• _YOUR ASSIGNMENT_:
Every record is to be duplicated exactly as it reads, without its images.

• _DATA RECORDS_:
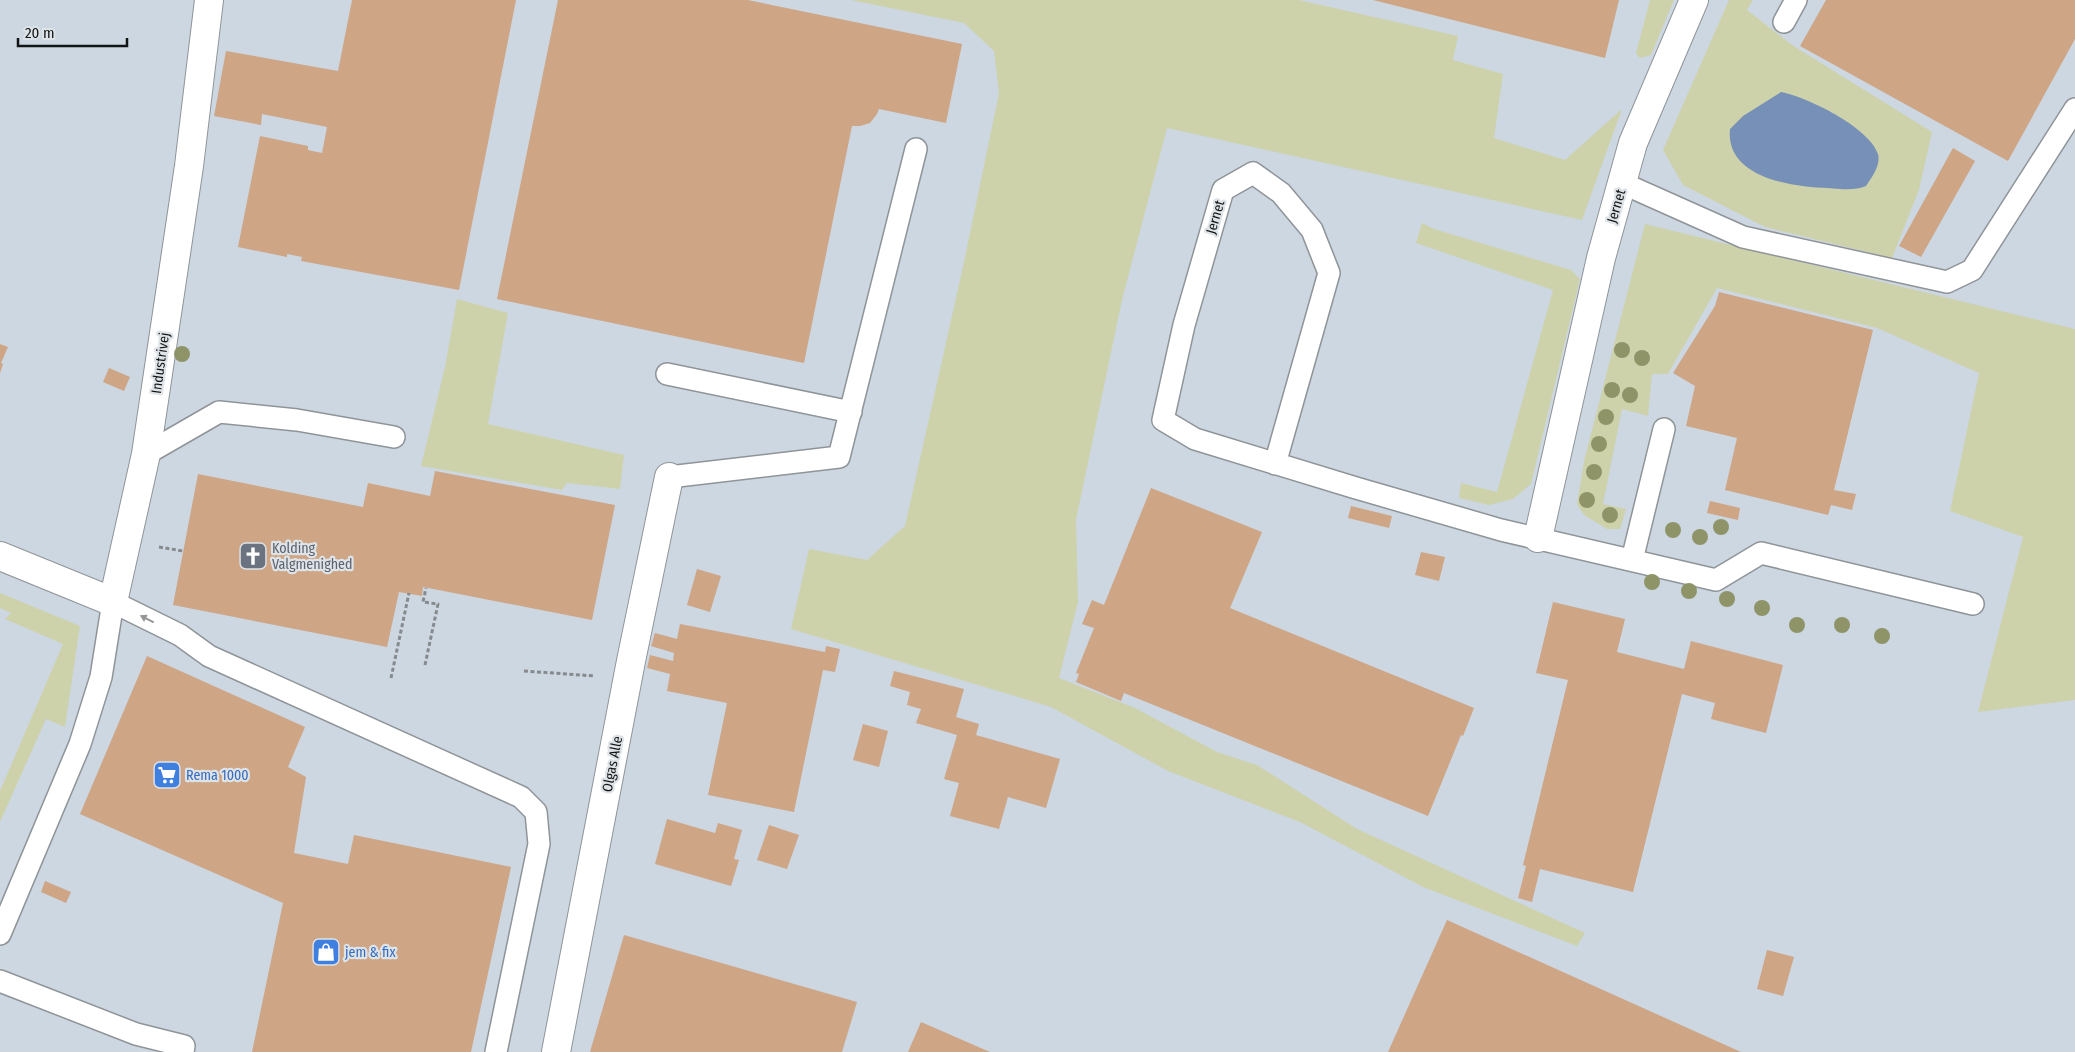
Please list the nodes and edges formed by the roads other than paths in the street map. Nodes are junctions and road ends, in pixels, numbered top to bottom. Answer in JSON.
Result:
{"nodes":[{"id":1,"x":209,"y":0,"type":"edge"},
{"id":2,"x":1694,"y":0,"type":"edge"},
{"id":3,"x":1796,"y":0,"type":"edge"},
{"id":4,"x":1784,"y":22,"type":"dead end"},
{"id":5,"x":2075,"y":109,"type":"edge"},
{"id":6,"x":916,"y":149,"type":"dead end"},
{"id":7,"x":1622,"y":183,"type":"junction"},
{"id":8,"x":667,"y":374,"type":"dead end"},
{"id":9,"x":851,"y":412,"type":"junction"},
{"id":10,"x":1664,"y":429,"type":"dead end"},
{"id":11,"x":394,"y":437,"type":"dead end"},
{"id":12,"x":146,"y":454,"type":"junction"},
{"id":13,"x":1275,"y":464,"type":"junction"},
{"id":14,"x":669,"y":476,"type":"joint"},
{"id":15,"x":1538,"y":538,"type":"junction"},
{"id":16,"x":0,"y":556,"type":"edge"},
{"id":17,"x":1623,"y":558,"type":"junction"},
{"id":18,"x":113,"y":602,"type":"junction"},
{"id":19,"x":1973,"y":604,"type":"dead end"},
{"id":20,"x":0,"y":934,"type":"edge"},
{"id":21,"x":0,"y":980,"type":"edge"},
{"id":22,"x":183,"y":1052,"type":"edge"},
{"id":23,"x":496,"y":1052,"type":"edge"},
{"id":24,"x":556,"y":1052,"type":"edge"}],
"edges":[{"from":1,"to":12,"type":"street","name":"Industrivej"},
{"from":2,"to":7,"type":"street","name":"Jernet"},
{"from":3,"to":4,"type":"lane"},
{"from":5,"to":7,"type":"lane"},
{"from":6,"to":9,"type":"lane"},
{"from":7,"to":15,"type":"street","name":"Jernet"},
{"from":8,"to":9,"type":"lane"},
{"from":9,"to":14,"type":"lane"},
{"from":10,"to":17,"type":"lane"},
{"from":11,"to":12,"type":"lane"},
{"from":12,"to":18,"type":"street","name":"Industrivej"},
{"from":13,"to":13,"type":"lane","name":"Jernet"},
{"from":13,"to":15,"type":"lane","name":"Jernet"},
{"from":14,"to":24,"type":"street","name":"Olgas Alle"},
{"from":15,"to":17,"type":"lane","name":"Jernet"},
{"from":16,"to":18,"type":"street"},
{"from":17,"to":19,"type":"lane","name":"Jernet"},
{"from":18,"to":20,"type":"lane"},
{"from":23,"to":18,"type":"lane","one_way":true},
{"from":21,"to":22,"type":"lane"}]}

• _TASK RESULT_:
Please list the nodes and edges formed by the roads other than paths in the street map. Nodes are junctions and road ends, in pixels, numbered top to bottom. Answer in JSON.
Result:
{"nodes":[{"id":1,"x":209,"y":0,"type":"edge"},
{"id":2,"x":1694,"y":0,"type":"edge"},
{"id":3,"x":1796,"y":0,"type":"edge"},
{"id":4,"x":1784,"y":22,"type":"dead end"},
{"id":5,"x":2075,"y":109,"type":"edge"},
{"id":6,"x":916,"y":149,"type":"dead end"},
{"id":7,"x":1622,"y":183,"type":"junction"},
{"id":8,"x":667,"y":374,"type":"dead end"},
{"id":9,"x":851,"y":412,"type":"junction"},
{"id":10,"x":1664,"y":429,"type":"dead end"},
{"id":11,"x":394,"y":437,"type":"dead end"},
{"id":12,"x":146,"y":454,"type":"junction"},
{"id":13,"x":1275,"y":464,"type":"junction"},
{"id":14,"x":669,"y":476,"type":"joint"},
{"id":15,"x":1538,"y":538,"type":"junction"},
{"id":16,"x":0,"y":556,"type":"edge"},
{"id":17,"x":1623,"y":558,"type":"junction"},
{"id":18,"x":113,"y":602,"type":"junction"},
{"id":19,"x":1973,"y":604,"type":"dead end"},
{"id":20,"x":0,"y":934,"type":"edge"},
{"id":21,"x":0,"y":980,"type":"edge"},
{"id":22,"x":183,"y":1052,"type":"edge"},
{"id":23,"x":496,"y":1052,"type":"edge"},
{"id":24,"x":556,"y":1052,"type":"edge"}],
"edges":[{"from":1,"to":12,"type":"street","name":"Industrivej"},
{"from":2,"to":7,"type":"street","name":"Jernet"},
{"from":3,"to":4,"type":"lane"},
{"from":5,"to":7,"type":"lane"},
{"from":6,"to":9,"type":"lane"},
{"from":7,"to":15,"type":"street","name":"Jernet"},
{"from":8,"to":9,"type":"lane"},
{"from":9,"to":14,"type":"lane"},
{"from":10,"to":17,"type":"lane"},
{"from":11,"to":12,"type":"lane"},
{"from":12,"to":18,"type":"street","name":"Industrivej"},
{"from":13,"to":13,"type":"lane","name":"Jernet"},
{"from":13,"to":15,"type":"lane","name":"Jernet"},
{"from":14,"to":24,"type":"street","name":"Olgas Alle"},
{"from":15,"to":17,"type":"lane","name":"Jernet"},
{"from":16,"to":18,"type":"street"},
{"from":17,"to":19,"type":"lane","name":"Jernet"},
{"from":18,"to":20,"type":"lane"},
{"from":23,"to":18,"type":"lane","one_way":true},
{"from":21,"to":22,"type":"lane"}]}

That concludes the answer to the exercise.